WORK TO COMPLETE >>
From the first line of the entries below through the line holding "index dip: (136, 137)", write out every line exactly, please, and leave out the pictures.

====== RECORDS SHOWN ======

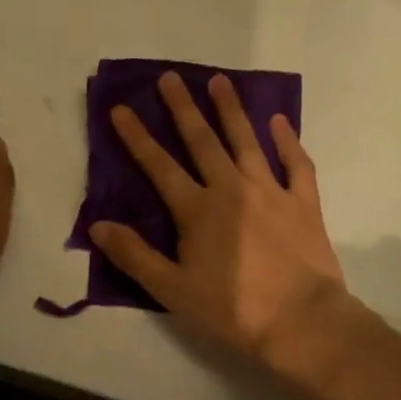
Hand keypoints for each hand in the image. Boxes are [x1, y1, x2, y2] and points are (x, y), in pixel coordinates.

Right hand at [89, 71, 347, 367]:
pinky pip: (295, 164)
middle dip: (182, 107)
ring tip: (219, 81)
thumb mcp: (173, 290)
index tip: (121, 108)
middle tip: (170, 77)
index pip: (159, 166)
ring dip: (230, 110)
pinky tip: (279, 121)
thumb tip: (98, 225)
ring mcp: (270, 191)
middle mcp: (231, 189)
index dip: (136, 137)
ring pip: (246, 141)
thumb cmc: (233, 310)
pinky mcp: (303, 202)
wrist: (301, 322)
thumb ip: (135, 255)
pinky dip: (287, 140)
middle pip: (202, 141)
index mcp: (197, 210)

======

ANSWER >>
Hand keypoints for each hand in the image. Boxes are [x1, y1, x2, y2] and points are (x, y), in pixel coordinates.

Right hand at [89, 71, 347, 367]:
pinky pip: (295, 164)
middle dip: (182, 107)
ring tip: (219, 81)
thumb mcp: (173, 290)
index tip: (121, 108)
middle tip: (170, 77)
index pip: (159, 166)
ring dip: (230, 110)
pinky tip: (279, 121)
thumb tip: (98, 225)
ring mcp: (270, 191)
middle mcp: (231, 189)
index dip: (136, 137)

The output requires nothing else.